EXERCISE INSTRUCTIONS:
Copy each line below exactly as it appears. Pictures are to be omitted.

Stored items:
# # #

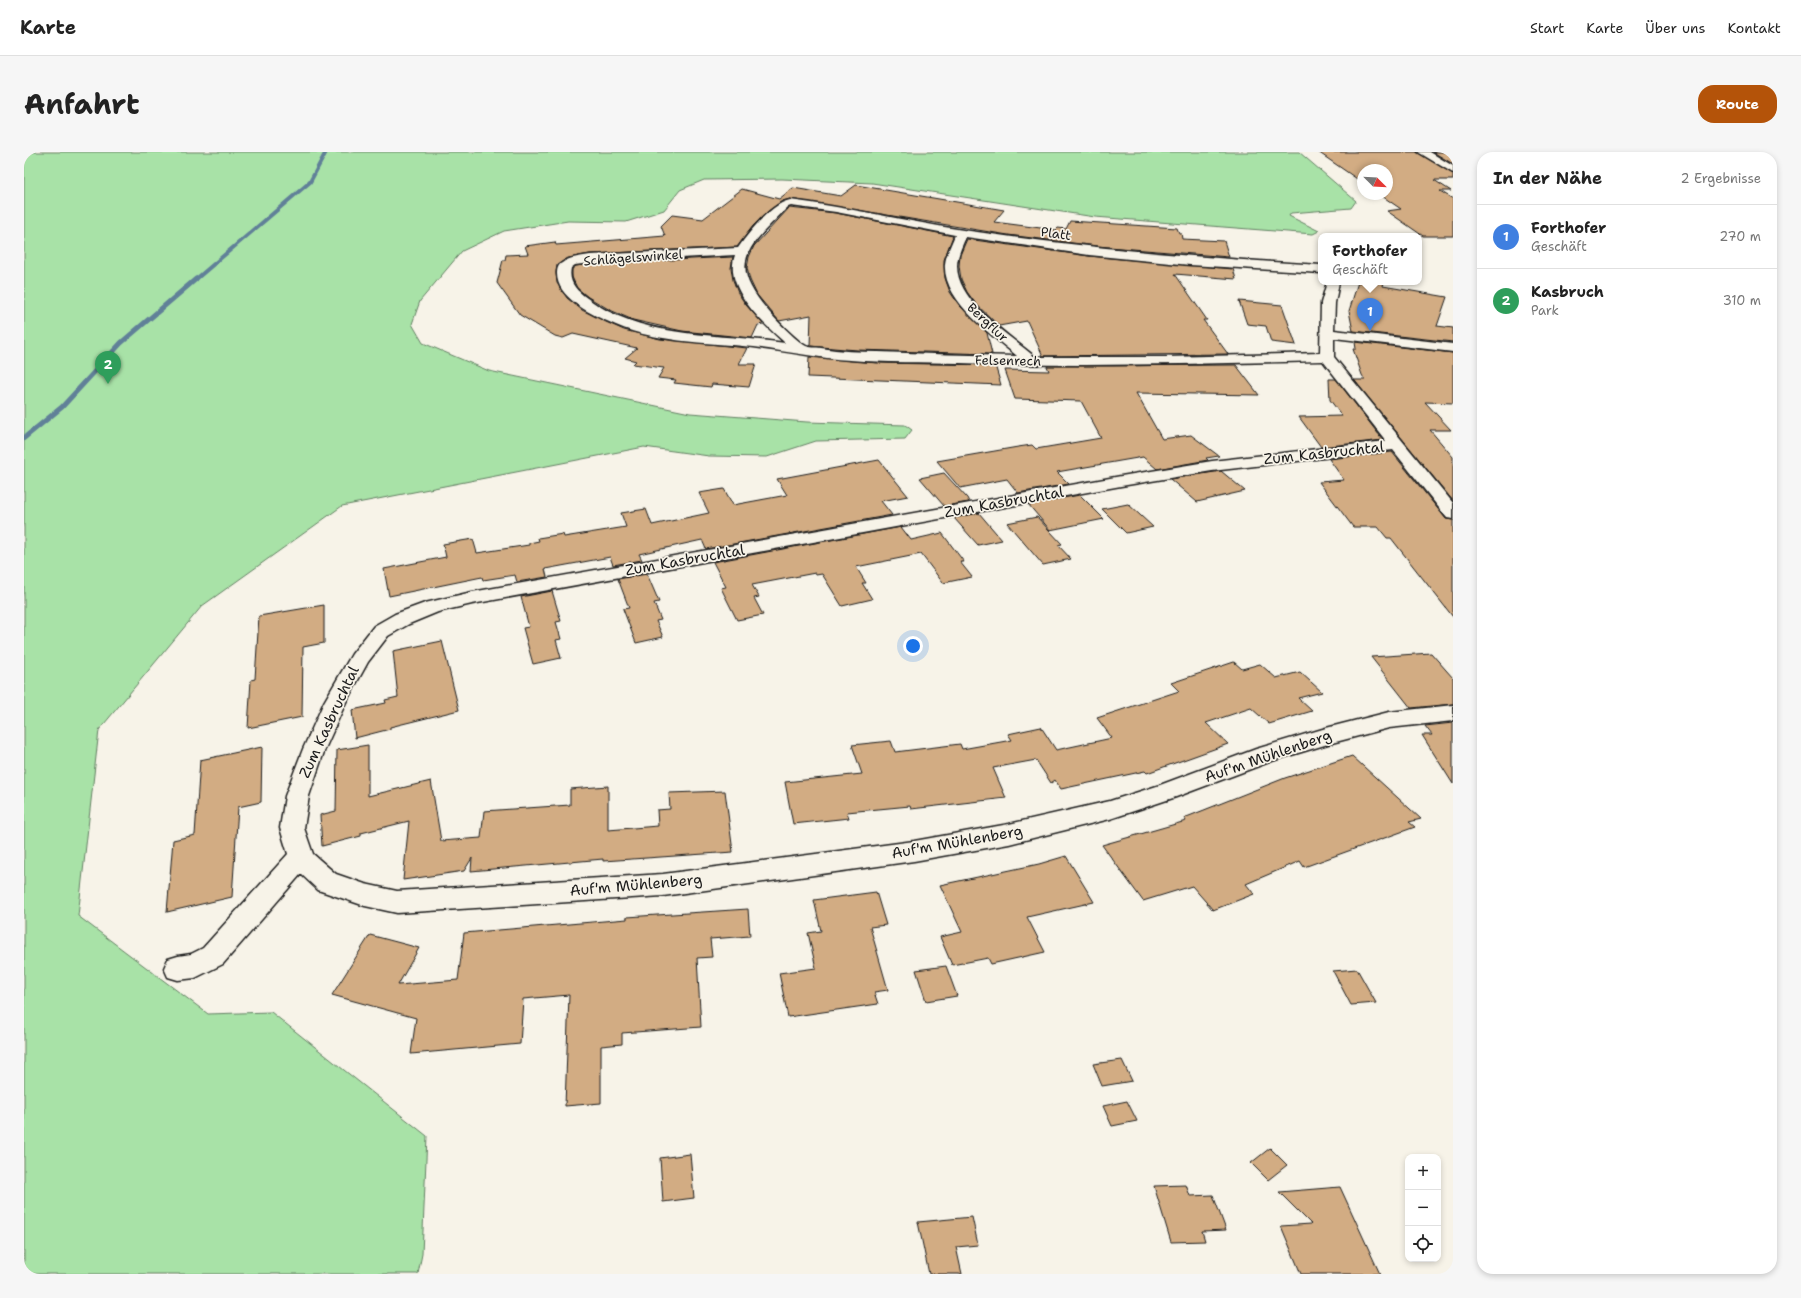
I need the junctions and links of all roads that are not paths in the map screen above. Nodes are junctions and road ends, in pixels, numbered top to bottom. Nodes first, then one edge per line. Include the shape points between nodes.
1 (1423, 152) edge
2 (1453, 170) edge
3 (962, 233) junction
4 (742, 251) junction
5 (1318, 268) edge
6 (1332, 285) edge
7 (1327, 333) junction
8 (690, 337) joint
9 (1453, 348) edge
10 (802, 350) junction
11 (1328, 357) junction
12 (1031, 361) junction
13 (1397, 445) junction
14 (1453, 514) edge
15 (1453, 713) edge
16 (300, 856) junction
17 (178, 968) dead end

1 - 2 street
3 - 4 street, Platt via 790,203 784,205 756,232
3 - 5 street, Platt via 1141,257
3 - 12 street, Bergflur via 952,256 950,272 956,288 968,306
4 - 8 street, Schlägelswinkel via 590,259 565,266 562,273 568,289 594,311 641,329
4 - 10 street via 738,274 744,289 761,313
6 - 7 street via 1328,304
7 - 9 street
7 - 11 street
8 - 10 street, Felsenrech via 770,344
10 - 12 street, Felsenrech via 852,356
11 - 12 street, Felsenrech
11 - 13 street
13 - 14 street
13 - 16 street, Zum Kasbruchtal via 1212,466 1121,480 432,607 381,631 359,659 335,702 297,796 292,828
15 - 16 street, Auf'm Mühlenberg via 1389,720 1326,736 1264,755 1168,792 1110,810 1002,835 914,851 663,885 397,902 365,895 327,882
16 - 17 street via 213,956 196,966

# # #

EXPECTED OUTPUT:
I need the junctions and links of all roads that are not paths in the map screen above. Nodes are junctions and road ends, in pixels, numbered top to bottom. Nodes first, then one edge per line. Include the shape points between nodes.
1 (1423, 152) edge
2 (1453, 170) edge
3 (962, 233) junction
4 (742, 251) junction
5 (1318, 268) edge
6 (1332, 285) edge
7 (1327, 333) junction
8 (690, 337) joint
9 (1453, 348) edge
10 (802, 350) junction
11 (1328, 357) junction
12 (1031, 361) junction
13 (1397, 445) junction
14 (1453, 514) edge
15 (1453, 713) edge
16 (300, 856) junction
17 (178, 968) dead end

1 - 2 street
3 - 4 street, Platt via 790,203 784,205 756,232
3 - 5 street, Platt via 1141,257
3 - 12 street, Bergflur via 952,256 950,272 956,288 968,306
4 - 8 street, Schlägelswinkel via 590,259 565,266 562,273 568,289 594,311 641,329
4 - 10 street via 738,274 744,289 761,313
6 - 7 street via 1328,304
7 - 9 street
7 - 11 street
8 - 10 street, Felsenrech via 770,344
10 - 12 street, Felsenrech via 852,356
11 - 12 street, Felsenrech
11 - 13 street
13 - 14 street
13 - 16 street, Zum Kasbruchtal via 1212,466 1121,480 432,607 381,631 359,659 335,702 297,796 292,828
15 - 16 street, Auf'm Mühlenberg via 1389,720 1326,736 1264,755 1168,792 1110,810 1002,835 914,851 663,885 397,902 365,895 327,882
16 - 17 street via 213,956 196,966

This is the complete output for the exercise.